### Records provided
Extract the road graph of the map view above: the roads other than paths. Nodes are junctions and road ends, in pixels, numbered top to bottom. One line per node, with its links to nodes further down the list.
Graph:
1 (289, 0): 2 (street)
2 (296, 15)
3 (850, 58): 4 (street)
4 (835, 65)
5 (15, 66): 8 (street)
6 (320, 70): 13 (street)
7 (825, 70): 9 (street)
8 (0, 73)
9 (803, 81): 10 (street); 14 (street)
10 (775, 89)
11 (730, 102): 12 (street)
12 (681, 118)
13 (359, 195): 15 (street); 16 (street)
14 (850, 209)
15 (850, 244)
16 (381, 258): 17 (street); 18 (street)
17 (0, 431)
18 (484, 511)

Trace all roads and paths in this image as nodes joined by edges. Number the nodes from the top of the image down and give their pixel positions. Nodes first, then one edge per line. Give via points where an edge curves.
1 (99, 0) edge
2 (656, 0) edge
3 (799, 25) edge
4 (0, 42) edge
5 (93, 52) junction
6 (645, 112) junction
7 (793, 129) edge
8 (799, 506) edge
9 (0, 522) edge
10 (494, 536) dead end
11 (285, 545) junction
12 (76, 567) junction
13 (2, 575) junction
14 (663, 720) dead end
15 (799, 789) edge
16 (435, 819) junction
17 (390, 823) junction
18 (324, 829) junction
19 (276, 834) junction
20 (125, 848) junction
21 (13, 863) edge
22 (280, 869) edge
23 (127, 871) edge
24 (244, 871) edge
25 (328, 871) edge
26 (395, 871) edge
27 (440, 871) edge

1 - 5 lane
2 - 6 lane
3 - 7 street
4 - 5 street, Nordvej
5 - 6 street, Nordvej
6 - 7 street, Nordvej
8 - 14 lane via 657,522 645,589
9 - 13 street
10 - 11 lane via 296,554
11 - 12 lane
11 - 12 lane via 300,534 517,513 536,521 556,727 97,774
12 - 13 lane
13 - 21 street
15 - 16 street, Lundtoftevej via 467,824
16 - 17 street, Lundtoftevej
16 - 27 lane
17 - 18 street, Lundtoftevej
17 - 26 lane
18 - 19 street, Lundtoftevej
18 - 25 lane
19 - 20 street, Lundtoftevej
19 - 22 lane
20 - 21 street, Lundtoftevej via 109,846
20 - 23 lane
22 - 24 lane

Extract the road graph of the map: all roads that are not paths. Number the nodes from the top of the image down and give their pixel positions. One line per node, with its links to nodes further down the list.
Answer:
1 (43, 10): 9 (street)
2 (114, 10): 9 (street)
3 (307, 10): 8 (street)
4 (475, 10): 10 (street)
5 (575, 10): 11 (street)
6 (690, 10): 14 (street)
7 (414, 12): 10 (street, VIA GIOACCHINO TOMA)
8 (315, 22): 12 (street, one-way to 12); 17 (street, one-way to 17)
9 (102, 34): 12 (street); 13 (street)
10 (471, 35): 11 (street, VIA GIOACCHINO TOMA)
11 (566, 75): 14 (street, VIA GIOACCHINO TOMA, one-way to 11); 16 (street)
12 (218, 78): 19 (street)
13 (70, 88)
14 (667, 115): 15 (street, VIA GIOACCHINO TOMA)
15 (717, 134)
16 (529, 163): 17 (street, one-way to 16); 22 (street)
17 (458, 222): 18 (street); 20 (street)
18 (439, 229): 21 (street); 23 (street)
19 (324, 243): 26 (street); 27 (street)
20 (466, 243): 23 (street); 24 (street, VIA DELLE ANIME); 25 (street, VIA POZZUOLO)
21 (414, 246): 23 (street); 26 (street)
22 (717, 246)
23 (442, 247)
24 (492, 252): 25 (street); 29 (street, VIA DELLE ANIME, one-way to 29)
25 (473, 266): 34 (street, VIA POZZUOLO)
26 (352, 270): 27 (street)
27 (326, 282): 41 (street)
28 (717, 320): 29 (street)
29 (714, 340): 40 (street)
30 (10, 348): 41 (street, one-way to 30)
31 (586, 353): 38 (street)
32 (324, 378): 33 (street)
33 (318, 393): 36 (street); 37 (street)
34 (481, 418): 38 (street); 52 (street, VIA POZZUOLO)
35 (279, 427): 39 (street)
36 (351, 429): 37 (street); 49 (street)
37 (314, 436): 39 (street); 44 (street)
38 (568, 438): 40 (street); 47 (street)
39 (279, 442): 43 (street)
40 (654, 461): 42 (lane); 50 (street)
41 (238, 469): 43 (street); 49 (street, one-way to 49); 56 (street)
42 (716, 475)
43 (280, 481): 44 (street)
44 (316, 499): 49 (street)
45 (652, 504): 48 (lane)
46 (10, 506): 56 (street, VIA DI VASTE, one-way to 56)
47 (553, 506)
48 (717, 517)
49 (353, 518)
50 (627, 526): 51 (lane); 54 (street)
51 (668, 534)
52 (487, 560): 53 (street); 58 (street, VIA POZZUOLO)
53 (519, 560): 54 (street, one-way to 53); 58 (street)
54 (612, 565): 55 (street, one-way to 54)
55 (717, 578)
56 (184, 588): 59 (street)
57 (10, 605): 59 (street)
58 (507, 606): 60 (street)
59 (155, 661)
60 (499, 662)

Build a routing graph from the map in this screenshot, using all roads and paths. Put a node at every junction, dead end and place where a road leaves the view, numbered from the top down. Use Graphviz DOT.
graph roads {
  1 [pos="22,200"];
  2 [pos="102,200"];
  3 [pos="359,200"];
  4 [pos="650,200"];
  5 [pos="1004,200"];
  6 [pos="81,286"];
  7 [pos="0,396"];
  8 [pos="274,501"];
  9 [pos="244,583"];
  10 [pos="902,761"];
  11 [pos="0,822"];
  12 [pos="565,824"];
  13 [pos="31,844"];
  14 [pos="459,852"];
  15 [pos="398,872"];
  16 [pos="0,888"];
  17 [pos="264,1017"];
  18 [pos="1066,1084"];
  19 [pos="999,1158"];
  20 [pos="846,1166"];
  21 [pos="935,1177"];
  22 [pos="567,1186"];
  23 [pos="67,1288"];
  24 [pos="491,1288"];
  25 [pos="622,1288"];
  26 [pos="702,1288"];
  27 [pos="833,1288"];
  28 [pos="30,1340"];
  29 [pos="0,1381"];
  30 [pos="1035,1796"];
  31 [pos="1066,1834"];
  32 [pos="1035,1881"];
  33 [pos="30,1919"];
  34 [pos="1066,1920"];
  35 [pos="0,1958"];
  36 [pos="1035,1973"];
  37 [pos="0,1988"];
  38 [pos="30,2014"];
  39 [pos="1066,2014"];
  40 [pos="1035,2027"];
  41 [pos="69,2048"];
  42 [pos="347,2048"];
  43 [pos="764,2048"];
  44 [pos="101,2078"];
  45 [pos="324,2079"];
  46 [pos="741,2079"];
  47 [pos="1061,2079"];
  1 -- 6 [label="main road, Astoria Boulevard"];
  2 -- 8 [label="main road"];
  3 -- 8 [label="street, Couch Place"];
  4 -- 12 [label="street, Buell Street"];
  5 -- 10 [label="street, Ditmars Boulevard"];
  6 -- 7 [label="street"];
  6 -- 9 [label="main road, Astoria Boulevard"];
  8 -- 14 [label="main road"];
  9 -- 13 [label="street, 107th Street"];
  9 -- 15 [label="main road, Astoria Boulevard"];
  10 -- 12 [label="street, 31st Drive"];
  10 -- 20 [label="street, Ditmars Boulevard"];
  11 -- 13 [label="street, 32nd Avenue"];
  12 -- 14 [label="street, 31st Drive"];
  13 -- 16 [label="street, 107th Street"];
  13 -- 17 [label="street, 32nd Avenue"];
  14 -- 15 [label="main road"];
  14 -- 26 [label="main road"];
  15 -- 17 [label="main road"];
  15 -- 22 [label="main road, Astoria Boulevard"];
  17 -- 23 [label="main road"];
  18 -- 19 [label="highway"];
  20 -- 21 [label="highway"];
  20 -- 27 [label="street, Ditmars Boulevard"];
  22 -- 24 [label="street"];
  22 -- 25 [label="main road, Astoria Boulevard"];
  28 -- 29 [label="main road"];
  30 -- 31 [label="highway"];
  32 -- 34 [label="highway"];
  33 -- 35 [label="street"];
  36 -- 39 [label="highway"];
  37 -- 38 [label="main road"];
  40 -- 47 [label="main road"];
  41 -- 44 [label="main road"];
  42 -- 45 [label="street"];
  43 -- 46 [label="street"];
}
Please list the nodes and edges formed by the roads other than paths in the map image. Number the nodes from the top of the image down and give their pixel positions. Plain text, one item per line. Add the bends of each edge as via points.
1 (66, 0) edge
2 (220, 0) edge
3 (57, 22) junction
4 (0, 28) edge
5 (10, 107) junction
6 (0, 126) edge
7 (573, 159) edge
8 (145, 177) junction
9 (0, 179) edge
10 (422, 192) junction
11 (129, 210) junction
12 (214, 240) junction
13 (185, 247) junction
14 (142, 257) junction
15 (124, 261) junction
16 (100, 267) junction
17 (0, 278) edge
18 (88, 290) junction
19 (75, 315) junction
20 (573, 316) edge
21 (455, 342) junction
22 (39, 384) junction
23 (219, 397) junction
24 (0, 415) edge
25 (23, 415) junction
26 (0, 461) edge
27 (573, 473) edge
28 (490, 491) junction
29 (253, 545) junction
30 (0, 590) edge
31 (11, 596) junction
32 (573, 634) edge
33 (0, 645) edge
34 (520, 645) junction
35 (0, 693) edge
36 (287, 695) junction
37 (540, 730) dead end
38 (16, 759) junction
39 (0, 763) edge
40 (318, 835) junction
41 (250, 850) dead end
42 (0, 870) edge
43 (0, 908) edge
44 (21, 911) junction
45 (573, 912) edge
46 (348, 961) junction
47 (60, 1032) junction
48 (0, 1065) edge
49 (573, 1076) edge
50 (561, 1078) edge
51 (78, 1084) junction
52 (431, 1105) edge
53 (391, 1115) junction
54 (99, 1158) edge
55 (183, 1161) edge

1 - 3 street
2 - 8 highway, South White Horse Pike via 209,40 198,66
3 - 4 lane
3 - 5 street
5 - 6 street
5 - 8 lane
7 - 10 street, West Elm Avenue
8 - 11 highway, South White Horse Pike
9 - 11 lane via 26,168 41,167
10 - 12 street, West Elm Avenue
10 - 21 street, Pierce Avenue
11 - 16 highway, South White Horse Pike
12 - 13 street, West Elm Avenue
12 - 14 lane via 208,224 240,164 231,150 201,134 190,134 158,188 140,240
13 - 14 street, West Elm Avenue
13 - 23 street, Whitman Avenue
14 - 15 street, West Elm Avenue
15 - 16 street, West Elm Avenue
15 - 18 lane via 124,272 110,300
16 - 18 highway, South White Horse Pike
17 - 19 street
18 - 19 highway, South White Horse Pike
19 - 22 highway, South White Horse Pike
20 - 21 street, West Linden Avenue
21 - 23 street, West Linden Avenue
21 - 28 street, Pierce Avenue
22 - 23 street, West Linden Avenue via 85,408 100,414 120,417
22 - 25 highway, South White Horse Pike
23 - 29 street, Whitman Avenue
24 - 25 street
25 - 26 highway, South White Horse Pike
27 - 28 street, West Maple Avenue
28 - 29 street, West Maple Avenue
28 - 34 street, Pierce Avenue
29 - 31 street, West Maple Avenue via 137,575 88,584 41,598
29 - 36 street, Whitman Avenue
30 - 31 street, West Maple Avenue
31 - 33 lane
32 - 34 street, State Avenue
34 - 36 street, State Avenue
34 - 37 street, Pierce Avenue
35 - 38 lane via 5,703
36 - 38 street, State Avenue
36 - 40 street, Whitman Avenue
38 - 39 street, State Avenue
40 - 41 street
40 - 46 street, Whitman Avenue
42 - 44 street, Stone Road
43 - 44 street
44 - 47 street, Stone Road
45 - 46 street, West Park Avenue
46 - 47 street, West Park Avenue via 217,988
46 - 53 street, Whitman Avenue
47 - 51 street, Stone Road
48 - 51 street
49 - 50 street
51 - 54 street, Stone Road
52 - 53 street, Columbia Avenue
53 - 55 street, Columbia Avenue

### Your task
Please copy, exactly as written, every line in the listing above from the line with "Trace all roads" up to and including the line with "Extract the road graph of the map: all".

### Your response
Trace all roads and paths in this image as nodes joined by edges. Number the nodes from the top of the image down and give their pixel positions. Nodes first, then one edge per line. Give via points where an edge curves.
1 (99, 0) edge
2 (656, 0) edge
3 (799, 25) edge
4 (0, 42) edge
5 (93, 52) junction
6 (645, 112) junction
7 (793, 129) edge
8 (799, 506) edge
9 (0, 522) edge
10 (494, 536) dead end
11 (285, 545) junction
12 (76, 567) junction
13 (2, 575) junction
14 (663, 720) dead end
15 (799, 789) edge
16 (435, 819) junction
17 (390, 823) junction
18 (324, 829) junction
19 (276, 834) junction
20 (125, 848) junction
21 (13, 863) edge
22 (280, 869) edge
23 (127, 871) edge
24 (244, 871) edge
25 (328, 871) edge
26 (395, 871) edge
27 (440, 871) edge

1 - 5 lane
2 - 6 lane
3 - 7 street
4 - 5 street, Nordvej
5 - 6 street, Nordvej
6 - 7 street, Nordvej
8 - 14 lane via 657,522 645,589
9 - 13 street
10 - 11 lane via 296,554
11 - 12 lane
11 - 12 lane via 300,534 517,513 536,521 556,727 97,774
12 - 13 lane
13 - 21 street
15 - 16 street, Lundtoftevej via 467,824
16 - 17 street, Lundtoftevej
16 - 27 lane
17 - 18 street, Lundtoftevej
17 - 26 lane
18 - 19 street, Lundtoftevej
18 - 25 lane
19 - 20 street, Lundtoftevej
19 - 22 lane
20 - 21 street, Lundtoftevej via 109,846
20 - 23 lane
22 - 24 lane

Extract the road graph of the map: all roads that are not paths. Number the nodes from the top of the image down and give their pixel positions. One line per node, with its links to nodes further down the list.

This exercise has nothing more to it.